OK, I see. Does the function call count as trap too?

> libc does support thread cancellation points, and it's always
> safe to unwind the stack from one of these.

Well, thread cancellation points are indeed nice, but they occur too rare, at least in the code I'm
now concerned about.  When you say, you understand the mechanics of signal handling right into the
kernel guts, you can perhaps help me with my original concern too, namely how to convert SIGINT and
SIGALRM to properly catchable C++ exceptions.

If you wonder what it might be good for: since years I'm writing on an open source software for
discrete mathematics called polymake.  It consists of an interactive core written in perl and
modules performing massive calculations written, for the sake of efficiency, in C++.  The C++
routines are called directly from the perl code via the special interface, similar to JNI (although
much uglier, but it doesn't matter now).  Thus everything lives in a single process and even in the
single thread (there may exist other threads too, but they are masking these signals away and hence
don't matter).

The signal handling in perl is rather primitive: the handler sets a flag, which is regularly polled
from the main interpreter loop.  For a scripting language it's a sufficient solution.  But not for
the code trimmed for efficiency.

Arrival of the asynchronous signal means that the user has changed his mind and pressed Control-C to
break the current lengthy calculation, or some pre-selected timeout for such calculations has
elapsed.  In both cases the program should return to the interactive shell and wait for the next
user's input, or do something else it might find useful; at any rate, the frames of the interrupted
C++ functions must be properly unwound to avoid memory leaks and other unpleasant surprises.

That's what I need; unfortunately, I have only the utterly faint idea how to implement it.  The
vague plan as for tonight goes as follows: the signal handler analyzes the call stack, finds the
topmost frame belonging to a C++ function and determines the next accessible trap point in it.  Then
it arranges somehow that the execution stops there with a trap, and the trap handler raises a
regular exception.

This plan has two obvious weak points:

1. Until now I had no experience with fiddling stack frames and DWARF data in Linux.  I've got to
read some specs and code; could you give a hint where to begin?

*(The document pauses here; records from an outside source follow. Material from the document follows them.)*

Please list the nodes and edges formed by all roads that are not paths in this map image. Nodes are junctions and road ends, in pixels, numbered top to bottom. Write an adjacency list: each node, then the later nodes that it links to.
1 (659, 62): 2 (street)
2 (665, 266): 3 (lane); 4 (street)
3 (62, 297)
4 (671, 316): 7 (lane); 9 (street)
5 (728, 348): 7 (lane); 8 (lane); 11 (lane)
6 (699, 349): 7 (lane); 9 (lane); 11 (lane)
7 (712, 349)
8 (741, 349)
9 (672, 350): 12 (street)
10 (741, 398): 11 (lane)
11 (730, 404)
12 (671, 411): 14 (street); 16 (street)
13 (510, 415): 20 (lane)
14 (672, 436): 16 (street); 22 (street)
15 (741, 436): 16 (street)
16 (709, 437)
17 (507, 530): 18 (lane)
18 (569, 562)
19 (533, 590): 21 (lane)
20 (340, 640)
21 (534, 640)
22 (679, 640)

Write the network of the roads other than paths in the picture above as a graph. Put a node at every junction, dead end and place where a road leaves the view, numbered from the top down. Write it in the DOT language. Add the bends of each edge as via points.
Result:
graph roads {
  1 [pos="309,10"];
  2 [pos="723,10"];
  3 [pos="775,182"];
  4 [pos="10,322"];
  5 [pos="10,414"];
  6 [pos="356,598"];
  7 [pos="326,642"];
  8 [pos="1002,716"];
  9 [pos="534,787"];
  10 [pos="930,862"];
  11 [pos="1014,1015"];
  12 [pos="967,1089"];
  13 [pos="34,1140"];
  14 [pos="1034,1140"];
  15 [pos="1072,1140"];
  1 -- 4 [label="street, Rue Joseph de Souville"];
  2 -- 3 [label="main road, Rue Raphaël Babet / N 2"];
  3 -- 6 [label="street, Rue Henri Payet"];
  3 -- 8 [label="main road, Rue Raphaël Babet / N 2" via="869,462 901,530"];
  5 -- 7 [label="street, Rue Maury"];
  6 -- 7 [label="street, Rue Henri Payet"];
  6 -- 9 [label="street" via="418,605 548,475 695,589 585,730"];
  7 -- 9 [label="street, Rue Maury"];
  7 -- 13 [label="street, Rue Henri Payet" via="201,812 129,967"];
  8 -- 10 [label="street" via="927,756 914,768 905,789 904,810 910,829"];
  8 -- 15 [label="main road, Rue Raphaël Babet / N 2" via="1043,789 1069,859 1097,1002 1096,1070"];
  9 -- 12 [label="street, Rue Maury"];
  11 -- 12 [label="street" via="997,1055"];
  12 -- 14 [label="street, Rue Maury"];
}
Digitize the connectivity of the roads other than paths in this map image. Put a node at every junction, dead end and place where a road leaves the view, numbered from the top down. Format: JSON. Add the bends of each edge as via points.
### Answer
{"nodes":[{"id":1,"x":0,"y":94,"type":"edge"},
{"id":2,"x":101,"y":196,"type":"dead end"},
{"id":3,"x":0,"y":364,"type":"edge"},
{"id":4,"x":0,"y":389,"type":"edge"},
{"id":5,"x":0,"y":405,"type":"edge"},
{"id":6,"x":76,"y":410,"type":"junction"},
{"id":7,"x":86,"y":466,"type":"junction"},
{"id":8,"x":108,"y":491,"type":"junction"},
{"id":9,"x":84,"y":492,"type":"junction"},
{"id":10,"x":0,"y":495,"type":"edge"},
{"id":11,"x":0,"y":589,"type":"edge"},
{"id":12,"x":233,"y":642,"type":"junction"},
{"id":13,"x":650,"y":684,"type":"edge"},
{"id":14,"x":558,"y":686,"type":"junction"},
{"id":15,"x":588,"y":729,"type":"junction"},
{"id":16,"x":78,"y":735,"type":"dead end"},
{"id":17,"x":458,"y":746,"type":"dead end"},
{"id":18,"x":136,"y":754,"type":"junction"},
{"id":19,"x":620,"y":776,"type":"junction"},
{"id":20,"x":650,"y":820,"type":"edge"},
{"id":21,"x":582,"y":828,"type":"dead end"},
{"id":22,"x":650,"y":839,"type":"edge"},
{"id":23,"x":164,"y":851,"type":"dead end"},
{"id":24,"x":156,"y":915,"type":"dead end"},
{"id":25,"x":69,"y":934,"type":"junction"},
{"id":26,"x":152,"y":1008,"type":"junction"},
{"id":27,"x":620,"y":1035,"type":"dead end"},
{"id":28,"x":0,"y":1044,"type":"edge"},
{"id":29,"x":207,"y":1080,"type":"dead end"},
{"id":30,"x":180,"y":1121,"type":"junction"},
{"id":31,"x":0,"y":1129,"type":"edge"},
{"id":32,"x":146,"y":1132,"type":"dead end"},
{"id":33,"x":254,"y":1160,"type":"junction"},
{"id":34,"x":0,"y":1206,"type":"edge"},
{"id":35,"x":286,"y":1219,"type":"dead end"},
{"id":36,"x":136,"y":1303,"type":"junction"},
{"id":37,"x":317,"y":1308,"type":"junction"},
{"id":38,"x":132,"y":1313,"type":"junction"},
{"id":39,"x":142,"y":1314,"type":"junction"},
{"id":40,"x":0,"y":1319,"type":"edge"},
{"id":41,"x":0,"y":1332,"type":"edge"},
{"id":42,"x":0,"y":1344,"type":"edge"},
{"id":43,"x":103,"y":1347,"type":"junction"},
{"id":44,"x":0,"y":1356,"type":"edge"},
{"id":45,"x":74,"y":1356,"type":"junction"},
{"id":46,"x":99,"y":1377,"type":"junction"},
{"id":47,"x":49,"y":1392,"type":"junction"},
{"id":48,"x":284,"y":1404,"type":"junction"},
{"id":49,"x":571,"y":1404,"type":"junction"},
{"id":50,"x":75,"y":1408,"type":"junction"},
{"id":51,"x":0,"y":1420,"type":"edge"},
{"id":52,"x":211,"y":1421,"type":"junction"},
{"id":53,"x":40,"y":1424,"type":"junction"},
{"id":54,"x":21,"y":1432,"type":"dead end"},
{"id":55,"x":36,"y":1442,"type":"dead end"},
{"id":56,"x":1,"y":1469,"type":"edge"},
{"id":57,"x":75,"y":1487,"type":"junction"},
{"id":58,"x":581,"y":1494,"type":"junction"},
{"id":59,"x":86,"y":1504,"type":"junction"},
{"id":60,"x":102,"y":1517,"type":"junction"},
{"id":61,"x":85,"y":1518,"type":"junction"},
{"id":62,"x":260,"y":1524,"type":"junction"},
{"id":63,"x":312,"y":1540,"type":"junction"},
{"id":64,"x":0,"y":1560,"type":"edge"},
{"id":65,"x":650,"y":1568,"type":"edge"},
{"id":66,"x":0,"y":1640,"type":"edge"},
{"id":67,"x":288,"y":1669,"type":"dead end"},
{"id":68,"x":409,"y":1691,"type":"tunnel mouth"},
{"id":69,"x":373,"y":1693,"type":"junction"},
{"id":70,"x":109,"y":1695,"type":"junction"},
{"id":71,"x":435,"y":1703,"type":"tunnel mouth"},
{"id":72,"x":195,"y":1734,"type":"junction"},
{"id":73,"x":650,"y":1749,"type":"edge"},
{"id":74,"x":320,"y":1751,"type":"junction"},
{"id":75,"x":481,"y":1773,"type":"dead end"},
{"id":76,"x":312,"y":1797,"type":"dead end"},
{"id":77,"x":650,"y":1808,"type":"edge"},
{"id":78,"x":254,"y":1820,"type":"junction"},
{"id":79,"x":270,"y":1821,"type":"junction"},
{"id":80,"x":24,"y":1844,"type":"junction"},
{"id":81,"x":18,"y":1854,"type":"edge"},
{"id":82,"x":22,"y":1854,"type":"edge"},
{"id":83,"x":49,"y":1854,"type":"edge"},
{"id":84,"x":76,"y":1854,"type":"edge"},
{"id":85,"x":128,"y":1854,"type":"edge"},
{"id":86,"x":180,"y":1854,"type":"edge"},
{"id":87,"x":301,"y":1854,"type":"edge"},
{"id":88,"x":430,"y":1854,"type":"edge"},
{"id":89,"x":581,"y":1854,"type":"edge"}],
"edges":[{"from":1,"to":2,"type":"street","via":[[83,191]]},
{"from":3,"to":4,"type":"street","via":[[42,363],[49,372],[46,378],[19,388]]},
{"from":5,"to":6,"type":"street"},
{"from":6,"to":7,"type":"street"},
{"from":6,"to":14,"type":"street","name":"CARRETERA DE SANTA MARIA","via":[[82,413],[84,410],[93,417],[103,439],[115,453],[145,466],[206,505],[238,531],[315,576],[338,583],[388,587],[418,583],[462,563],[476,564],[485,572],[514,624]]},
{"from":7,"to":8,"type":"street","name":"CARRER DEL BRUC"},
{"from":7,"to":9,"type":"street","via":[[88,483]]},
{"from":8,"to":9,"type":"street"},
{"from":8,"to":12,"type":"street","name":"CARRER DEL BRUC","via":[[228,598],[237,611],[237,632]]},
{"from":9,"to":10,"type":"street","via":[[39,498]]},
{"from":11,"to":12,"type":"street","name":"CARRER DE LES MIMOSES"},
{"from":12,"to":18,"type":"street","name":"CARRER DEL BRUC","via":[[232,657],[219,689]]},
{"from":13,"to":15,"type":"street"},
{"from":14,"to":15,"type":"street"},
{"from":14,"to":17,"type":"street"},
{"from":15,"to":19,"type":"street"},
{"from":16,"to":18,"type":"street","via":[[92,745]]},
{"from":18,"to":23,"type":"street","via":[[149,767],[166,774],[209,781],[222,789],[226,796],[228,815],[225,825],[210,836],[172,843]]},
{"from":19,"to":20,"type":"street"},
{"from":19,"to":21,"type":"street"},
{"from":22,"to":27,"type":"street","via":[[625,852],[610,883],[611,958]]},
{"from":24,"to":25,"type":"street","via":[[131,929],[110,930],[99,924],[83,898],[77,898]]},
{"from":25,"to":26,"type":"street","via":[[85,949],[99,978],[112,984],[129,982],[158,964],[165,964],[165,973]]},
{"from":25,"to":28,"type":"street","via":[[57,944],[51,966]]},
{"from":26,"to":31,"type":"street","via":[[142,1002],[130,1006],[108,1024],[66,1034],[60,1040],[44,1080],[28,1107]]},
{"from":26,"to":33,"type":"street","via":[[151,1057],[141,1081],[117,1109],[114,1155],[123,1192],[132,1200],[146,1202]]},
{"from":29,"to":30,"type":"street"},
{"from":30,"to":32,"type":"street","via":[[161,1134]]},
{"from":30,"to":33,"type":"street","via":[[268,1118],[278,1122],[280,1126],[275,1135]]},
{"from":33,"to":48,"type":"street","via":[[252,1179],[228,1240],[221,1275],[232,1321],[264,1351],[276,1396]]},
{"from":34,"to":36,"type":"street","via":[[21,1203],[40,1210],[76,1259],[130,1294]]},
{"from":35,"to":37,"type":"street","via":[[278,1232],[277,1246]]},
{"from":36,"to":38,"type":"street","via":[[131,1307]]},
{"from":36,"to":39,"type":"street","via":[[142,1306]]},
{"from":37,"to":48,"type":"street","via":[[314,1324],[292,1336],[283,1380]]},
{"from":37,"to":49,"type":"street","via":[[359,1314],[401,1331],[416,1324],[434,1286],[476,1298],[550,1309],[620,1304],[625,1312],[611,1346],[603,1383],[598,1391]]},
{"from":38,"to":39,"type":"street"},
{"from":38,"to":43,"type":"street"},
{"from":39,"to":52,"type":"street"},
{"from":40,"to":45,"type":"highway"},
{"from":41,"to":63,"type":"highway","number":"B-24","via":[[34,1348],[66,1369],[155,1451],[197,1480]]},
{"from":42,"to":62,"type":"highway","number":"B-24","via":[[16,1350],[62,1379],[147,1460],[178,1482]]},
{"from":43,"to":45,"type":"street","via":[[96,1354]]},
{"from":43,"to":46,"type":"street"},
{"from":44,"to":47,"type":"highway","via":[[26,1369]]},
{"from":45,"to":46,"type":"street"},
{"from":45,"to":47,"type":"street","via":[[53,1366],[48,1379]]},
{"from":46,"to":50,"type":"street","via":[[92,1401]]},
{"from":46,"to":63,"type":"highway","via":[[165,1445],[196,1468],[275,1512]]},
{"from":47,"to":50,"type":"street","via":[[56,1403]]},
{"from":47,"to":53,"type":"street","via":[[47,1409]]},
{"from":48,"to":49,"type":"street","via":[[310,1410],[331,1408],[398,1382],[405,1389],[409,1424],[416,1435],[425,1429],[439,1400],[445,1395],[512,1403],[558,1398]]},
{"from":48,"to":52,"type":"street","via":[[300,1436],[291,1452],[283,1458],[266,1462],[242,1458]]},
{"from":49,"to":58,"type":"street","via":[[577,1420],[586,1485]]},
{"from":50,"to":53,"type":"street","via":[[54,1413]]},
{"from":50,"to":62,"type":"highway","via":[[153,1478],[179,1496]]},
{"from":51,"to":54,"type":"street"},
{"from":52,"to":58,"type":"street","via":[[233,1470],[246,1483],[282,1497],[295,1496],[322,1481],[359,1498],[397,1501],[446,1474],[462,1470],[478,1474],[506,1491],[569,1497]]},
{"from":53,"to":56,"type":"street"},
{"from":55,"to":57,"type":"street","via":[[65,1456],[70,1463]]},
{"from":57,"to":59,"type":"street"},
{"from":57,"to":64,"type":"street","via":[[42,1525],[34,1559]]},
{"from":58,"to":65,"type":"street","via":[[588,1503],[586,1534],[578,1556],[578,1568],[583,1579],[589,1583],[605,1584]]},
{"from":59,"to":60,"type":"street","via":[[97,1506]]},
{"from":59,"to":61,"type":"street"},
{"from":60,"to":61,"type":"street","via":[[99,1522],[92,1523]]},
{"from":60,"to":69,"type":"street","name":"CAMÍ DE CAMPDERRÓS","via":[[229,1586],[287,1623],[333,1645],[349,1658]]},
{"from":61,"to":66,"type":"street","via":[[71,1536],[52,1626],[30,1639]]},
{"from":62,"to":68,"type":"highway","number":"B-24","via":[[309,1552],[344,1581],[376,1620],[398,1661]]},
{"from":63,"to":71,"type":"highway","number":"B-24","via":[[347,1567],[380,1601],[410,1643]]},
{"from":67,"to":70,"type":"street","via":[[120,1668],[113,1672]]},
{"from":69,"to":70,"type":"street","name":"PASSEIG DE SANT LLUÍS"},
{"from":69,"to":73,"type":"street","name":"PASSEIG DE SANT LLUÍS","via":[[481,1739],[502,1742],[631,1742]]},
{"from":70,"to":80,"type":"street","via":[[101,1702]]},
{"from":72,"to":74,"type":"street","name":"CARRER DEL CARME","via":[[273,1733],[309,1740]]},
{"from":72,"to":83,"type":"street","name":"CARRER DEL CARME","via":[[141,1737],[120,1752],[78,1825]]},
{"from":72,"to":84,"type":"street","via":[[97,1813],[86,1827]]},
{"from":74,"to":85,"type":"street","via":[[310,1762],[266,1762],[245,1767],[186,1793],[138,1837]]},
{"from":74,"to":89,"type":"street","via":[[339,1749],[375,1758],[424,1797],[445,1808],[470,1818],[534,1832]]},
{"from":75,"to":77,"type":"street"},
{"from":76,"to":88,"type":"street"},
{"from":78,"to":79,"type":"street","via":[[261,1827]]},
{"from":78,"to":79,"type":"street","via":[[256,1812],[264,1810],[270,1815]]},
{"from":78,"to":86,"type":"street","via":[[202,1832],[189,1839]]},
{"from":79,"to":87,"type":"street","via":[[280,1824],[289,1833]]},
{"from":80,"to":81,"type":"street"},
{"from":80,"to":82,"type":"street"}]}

2. It's unclear how to make the program to trap at a prescribed location.  Temporarily modify the
instruction?  Use the debugging registers?  Something else???

If you can give any helpful advices on these topics, you can be sure of an eternal appreciation and
admiration from the discrete geometry community :-)

The "boundary constraints" for the solution are moderate:

1. The signal handling may be slow and clumsy, but shouldn't affect the execution speed in the
uninterrupted case (like the current try & catch implementation in GCC).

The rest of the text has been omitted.